Each video game that a video game shop sold last year was either for the PS4 or Xbox One. The shop sold new PS4 Games for USD 60 and new Xbox One Games for USD 30. The standard deviation for all of the video games sold last year was USD 16.
Quantity A: The percentage of PS4 video games sold last year
Quantity B: 50%
A Quantity A is greater.
B Quantity B is greater.
C The two quantities are equal.
D The relationship cannot be determined from the information given
On
This problem has actually no solution.
Denote $n_1$ the number of PS4 games sold and $n_2$ the number of XBox games sold, and $n=n_1+n_2$. If the proportion of PS4 games sold is $t$, this means $n_1=tn$ and $n_2=(1-t)n$.
There were $n$ items sold, and the variable we are interested in is the price, $x_i$, ($1\le i\le n$), with $x_i\in\{30,60\}$. Among these $n$ items, $n_1$ have price $60$ and $n_2$ items have price $30$.
The mean price is
$$\mu=\frac1n\sum_{i=1}^n x_i=\frac{60n_1+30n_2}{n}=60t+30(1-t)=30+30t$$
The variance of the prices is
$$\sigma^2=\frac1n\sum_{i=1}^n (x_i-\mu)^2=\frac{(60-\mu)^2n_1+(30-\mu)^2n_2}{n}\\=\frac{(30-30t)^2n_1+(30t)^2n_2}{n}=900[t(1-t)^2+t^2(1-t)]\\=900t(1-t)$$
And we are told the standard deviation is $16$, hence the variance is $256$.
However, $t(1-t)\le\frac{1}{4}$ for all real $t$, therefore $\sigma^2\le\frac{900}{4}=225$. There is no way it can reach $256$.
In case the inequality $t(1-t)\le\frac{1}{4}$ is not clear, you can write
$$\frac{1}{4}-t(1-t)=t^2-t+\frac14=(t-\frac12)^2\ge0$$
More generally, a sample from a distribution with two values $a$ and $b$ has variance $t(1-t)(a-b)^2$, $t\in[0,1]$ being the proportion of "$a$"s. Hence, depending on $t$, the standard deviation can be any value between $0$ and $\frac{|a-b|}{2}$. Here $\frac{|a-b|}{2}=15$.
We may attempt something to make sense of the question anyway: above I use the variance formula without bias correction, as it's a population variance (all sales). What happens if we apply the correction? The variance is increased, does it reach $256$?
Let's see.
$$\sigma^2=\frac{1}{n-1}\sum_{i=1}^n(x_i-\mu)^2=\frac{n}{n-1}\cdot900t(1-t)$$
Letting $t=1/2$ to get the maximum possible value, it's easy to check that the variance is decreasing as $n$ grows, and it's $<256$ when $n>8$. So it means $n$ must be between $2$ and $8$.
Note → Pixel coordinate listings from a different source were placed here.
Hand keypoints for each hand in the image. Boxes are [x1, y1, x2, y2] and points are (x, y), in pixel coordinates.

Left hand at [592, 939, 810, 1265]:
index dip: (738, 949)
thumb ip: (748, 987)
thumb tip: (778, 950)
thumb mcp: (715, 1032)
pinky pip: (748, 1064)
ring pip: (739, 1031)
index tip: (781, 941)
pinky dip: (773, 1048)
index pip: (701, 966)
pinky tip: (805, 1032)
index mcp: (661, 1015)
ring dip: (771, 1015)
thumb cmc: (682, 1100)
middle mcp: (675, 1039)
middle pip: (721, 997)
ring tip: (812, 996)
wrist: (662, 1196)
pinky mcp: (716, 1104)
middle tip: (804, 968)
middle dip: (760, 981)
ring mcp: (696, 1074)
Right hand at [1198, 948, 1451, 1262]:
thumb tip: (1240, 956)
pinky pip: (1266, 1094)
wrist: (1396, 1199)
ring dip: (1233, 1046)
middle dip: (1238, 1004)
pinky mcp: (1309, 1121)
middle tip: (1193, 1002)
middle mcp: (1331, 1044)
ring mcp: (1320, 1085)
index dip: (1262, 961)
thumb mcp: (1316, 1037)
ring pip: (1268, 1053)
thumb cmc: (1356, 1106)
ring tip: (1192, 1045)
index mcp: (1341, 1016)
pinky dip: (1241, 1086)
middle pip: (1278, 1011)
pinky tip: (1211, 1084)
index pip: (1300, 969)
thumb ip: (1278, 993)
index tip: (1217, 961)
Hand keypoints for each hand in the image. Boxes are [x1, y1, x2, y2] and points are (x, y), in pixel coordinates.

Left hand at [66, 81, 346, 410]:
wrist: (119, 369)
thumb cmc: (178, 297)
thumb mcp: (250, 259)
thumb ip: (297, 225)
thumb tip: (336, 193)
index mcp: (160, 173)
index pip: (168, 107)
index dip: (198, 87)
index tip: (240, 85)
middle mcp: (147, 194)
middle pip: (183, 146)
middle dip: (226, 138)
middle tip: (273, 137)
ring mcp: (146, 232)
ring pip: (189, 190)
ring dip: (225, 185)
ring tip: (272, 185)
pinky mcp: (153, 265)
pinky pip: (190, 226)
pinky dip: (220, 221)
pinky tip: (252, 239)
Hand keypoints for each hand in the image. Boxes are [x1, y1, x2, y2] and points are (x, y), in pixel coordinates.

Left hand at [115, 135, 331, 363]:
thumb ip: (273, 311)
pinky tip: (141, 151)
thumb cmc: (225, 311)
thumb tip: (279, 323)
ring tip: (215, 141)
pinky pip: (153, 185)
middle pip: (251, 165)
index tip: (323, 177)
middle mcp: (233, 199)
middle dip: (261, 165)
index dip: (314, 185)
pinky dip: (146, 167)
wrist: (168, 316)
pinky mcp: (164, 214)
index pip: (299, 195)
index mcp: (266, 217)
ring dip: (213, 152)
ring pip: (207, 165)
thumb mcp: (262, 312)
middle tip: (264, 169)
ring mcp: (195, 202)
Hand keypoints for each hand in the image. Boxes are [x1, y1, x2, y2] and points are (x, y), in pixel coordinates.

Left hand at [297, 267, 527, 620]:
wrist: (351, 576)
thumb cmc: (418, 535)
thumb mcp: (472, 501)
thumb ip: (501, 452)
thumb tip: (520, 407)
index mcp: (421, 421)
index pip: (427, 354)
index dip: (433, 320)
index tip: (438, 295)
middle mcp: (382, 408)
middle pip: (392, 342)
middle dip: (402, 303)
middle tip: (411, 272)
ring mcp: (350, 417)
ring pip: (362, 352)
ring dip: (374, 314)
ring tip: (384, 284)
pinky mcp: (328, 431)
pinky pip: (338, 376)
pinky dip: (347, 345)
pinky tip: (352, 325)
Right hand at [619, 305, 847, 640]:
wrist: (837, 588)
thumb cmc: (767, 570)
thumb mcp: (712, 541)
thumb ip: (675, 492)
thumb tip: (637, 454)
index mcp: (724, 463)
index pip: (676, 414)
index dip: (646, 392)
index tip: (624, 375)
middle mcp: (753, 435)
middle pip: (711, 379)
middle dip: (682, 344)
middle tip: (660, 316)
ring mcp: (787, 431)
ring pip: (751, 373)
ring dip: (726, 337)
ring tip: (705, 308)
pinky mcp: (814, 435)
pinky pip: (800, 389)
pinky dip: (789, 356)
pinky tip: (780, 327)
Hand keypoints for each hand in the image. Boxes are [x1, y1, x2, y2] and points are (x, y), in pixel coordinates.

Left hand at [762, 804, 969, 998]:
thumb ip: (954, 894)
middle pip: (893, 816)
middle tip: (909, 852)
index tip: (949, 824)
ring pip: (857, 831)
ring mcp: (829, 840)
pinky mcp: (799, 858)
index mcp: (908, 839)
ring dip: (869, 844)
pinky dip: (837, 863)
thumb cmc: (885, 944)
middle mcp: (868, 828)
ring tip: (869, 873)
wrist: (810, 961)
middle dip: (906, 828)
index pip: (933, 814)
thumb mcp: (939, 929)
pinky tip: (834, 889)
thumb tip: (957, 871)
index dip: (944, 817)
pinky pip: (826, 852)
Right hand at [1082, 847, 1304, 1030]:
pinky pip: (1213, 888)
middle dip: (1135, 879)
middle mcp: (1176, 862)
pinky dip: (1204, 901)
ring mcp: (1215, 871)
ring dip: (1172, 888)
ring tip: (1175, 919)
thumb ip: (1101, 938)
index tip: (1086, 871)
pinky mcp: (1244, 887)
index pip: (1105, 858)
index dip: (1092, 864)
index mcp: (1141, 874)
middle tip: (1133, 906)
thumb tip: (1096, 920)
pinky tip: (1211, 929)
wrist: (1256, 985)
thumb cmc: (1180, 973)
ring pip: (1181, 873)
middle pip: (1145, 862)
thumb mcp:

But we are not done yet. We must find a value of $n_1$ so that $\sigma^2$ is exactly $256$. There is a small number of candidates to check (and we can restrict this further to $n_1\le n$), and none leads to a variance exactly $256$.
Therefore, either way, the problem can't be solved.
The relationship cannot be determined. We have that, where $t$ is the percentage of PS4 games sold this year,
$$\sqrt{900 t^2 + (30 - 30 t)^2}/\sqrt 2 = 16$$
By the formula for standard deviation. so that $$t= 1/2 \pm \frac{\sqrt{31}}{30}$$ by the quadratic formula. Hence, it could have been the case that PS4 games were the majority or minority of games sold. D is correct.